3

I have a python web application written in bottlepy. Its only purpose is to allow people to upload large files that will be processed (takes approximately 10-15 minutes to process).

The upload code i rather simple:

@route('/upload', method='POST')
def upload_file():
  uploadfile = request.files.get('fileToUpload')
  if not uploadfile:
    abort(500, 'No file selected for upload')

  name,ext = os.path.splitext(uploadfile.filename)
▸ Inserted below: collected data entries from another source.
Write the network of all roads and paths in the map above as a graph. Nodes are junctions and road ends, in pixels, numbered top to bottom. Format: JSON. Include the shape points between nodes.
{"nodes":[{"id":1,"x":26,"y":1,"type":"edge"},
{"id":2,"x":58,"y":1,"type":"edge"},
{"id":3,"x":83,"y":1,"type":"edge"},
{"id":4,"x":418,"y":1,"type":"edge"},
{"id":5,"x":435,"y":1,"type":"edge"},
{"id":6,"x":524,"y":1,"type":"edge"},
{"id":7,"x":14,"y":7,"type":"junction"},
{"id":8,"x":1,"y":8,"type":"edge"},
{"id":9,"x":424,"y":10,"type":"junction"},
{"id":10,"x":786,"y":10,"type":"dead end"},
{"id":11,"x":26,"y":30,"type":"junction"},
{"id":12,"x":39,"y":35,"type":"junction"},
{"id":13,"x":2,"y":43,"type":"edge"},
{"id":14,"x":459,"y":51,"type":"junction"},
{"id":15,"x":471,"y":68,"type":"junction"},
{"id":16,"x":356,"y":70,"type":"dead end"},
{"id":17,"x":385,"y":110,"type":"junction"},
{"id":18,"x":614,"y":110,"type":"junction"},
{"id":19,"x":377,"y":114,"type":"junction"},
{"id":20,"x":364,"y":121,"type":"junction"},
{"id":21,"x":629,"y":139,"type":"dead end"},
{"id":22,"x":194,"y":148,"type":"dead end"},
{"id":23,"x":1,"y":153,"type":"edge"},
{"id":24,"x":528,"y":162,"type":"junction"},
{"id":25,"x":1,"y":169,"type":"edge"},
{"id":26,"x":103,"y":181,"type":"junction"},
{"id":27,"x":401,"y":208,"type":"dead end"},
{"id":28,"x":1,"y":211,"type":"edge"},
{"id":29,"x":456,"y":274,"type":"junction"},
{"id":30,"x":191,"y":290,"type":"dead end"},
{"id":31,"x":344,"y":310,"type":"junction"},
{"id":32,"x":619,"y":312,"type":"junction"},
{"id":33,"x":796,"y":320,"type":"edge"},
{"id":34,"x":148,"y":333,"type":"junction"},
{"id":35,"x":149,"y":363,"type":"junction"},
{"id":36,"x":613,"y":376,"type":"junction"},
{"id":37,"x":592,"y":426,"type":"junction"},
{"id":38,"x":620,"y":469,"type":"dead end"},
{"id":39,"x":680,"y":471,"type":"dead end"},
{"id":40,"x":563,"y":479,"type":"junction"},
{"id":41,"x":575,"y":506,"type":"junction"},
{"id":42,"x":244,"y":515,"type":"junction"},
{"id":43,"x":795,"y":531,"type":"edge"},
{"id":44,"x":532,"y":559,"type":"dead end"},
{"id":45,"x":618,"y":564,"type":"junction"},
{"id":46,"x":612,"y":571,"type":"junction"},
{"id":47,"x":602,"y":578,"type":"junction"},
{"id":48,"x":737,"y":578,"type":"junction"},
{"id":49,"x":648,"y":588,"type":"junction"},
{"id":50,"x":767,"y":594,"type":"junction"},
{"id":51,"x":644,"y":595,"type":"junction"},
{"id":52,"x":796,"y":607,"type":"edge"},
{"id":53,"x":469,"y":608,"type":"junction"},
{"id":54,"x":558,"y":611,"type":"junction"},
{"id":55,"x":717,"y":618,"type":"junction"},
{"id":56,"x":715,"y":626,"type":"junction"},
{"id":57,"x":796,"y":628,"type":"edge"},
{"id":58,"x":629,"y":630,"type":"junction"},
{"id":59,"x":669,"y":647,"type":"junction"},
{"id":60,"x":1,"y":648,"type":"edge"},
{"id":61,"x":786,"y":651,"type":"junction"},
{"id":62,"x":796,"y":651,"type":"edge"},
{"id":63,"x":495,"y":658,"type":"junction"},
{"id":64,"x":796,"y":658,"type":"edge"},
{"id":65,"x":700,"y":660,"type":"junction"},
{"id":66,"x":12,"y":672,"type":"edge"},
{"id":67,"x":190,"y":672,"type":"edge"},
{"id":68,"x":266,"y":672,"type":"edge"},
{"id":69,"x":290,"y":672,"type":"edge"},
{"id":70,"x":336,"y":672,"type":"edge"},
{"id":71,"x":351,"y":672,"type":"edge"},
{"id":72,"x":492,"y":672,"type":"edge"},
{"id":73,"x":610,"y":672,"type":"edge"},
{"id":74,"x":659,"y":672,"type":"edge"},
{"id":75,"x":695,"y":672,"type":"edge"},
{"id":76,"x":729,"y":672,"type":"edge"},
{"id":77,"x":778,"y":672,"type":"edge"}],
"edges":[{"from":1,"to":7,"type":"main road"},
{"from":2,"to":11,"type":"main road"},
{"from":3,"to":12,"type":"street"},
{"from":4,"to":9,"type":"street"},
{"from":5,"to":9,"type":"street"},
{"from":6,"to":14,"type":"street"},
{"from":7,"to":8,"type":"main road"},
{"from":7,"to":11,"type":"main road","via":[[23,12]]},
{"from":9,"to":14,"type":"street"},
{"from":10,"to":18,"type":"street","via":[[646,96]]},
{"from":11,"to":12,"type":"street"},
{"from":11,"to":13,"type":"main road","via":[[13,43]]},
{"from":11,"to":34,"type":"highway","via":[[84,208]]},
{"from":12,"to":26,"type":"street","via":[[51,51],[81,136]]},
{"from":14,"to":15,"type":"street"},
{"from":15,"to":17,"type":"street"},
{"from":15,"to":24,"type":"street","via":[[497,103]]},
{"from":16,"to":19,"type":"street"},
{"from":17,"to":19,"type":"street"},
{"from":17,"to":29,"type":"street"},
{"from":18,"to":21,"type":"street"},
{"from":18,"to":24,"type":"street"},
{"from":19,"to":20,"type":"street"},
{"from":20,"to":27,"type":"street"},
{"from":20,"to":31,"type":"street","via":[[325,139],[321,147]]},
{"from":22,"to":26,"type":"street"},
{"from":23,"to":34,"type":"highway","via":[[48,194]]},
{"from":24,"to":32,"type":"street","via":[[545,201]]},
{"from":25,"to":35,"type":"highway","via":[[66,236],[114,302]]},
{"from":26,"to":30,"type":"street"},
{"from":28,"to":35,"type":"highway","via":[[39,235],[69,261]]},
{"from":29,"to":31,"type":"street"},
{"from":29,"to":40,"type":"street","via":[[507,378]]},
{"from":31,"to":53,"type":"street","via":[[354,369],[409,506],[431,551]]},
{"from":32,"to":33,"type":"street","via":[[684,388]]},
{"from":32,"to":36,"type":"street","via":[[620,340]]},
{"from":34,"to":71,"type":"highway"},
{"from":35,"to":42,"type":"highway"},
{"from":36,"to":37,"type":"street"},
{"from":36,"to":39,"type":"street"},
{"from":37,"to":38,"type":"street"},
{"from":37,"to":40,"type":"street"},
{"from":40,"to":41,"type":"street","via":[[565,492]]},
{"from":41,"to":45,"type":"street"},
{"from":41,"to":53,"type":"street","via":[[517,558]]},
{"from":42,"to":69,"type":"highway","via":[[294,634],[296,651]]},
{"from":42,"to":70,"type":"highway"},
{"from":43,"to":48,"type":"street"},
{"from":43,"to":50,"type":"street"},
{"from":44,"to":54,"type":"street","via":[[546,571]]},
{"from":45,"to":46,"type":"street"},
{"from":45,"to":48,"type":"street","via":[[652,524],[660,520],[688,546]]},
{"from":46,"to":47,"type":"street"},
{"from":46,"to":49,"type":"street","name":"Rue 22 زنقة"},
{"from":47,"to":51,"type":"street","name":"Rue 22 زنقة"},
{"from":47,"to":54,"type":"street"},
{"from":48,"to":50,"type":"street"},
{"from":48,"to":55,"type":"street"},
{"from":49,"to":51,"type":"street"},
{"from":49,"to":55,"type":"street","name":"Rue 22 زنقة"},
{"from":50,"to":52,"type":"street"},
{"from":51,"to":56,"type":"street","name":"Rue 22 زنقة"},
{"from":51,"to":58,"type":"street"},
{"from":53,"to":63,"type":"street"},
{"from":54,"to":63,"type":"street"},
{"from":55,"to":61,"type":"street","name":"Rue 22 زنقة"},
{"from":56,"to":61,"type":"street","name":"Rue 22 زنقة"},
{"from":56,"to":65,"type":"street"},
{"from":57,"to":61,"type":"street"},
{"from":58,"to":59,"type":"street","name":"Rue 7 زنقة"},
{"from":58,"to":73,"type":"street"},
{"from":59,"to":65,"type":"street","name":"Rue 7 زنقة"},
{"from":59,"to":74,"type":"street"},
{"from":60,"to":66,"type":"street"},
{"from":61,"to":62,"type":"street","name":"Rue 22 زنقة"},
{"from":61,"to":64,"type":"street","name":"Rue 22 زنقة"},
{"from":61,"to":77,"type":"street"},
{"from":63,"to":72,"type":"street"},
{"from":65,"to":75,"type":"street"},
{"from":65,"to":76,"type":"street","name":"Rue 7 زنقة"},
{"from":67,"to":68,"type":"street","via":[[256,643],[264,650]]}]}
  if ext not in ['.zip','.gz']:
    abort(500, 'File extension not allowed')

  try:
    uploadfile.save('./files')

    process_file(uploadfile.filename) #this function is not yet implemented

    return "uploaded file '%s' for processing" % uploadfile.filename
  except IOError as e:
    abort(409, "File already exists.")

I plan to deploy this application using uWSGI (however, if other technology is better for the purpose its not set in stone.

Because of this I have some questions regarding the use of uWSGI for such a purpose:

  1. If the file upload takes minutes, how will uWSGI be capable of handling other clients without blocking?
  2. Is there any way the processing can be offloaded using built in functionality in uWSGI so that the user get a response after upload and can query for processing status?

Thank you for any help.

agnsaft
  • 1,791
  • 7
  • 30
  • 49

1 Answers1

8

If the file upload takes minutes, how will uWSGI be capable of handling other clients without blocking?
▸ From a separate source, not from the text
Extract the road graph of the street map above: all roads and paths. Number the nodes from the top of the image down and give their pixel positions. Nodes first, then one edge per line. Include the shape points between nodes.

It will block. A solution is to put a webserver like NGINX in front of uWSGI that pre-buffers the POST request. So the file upload will be actually bound to an NGINX handler until is completed and then passed to the uWSGI handler.

Is there any way the processing can be offloaded using built in functionality in uWSGI so that the user get a response after upload and can query for processing status?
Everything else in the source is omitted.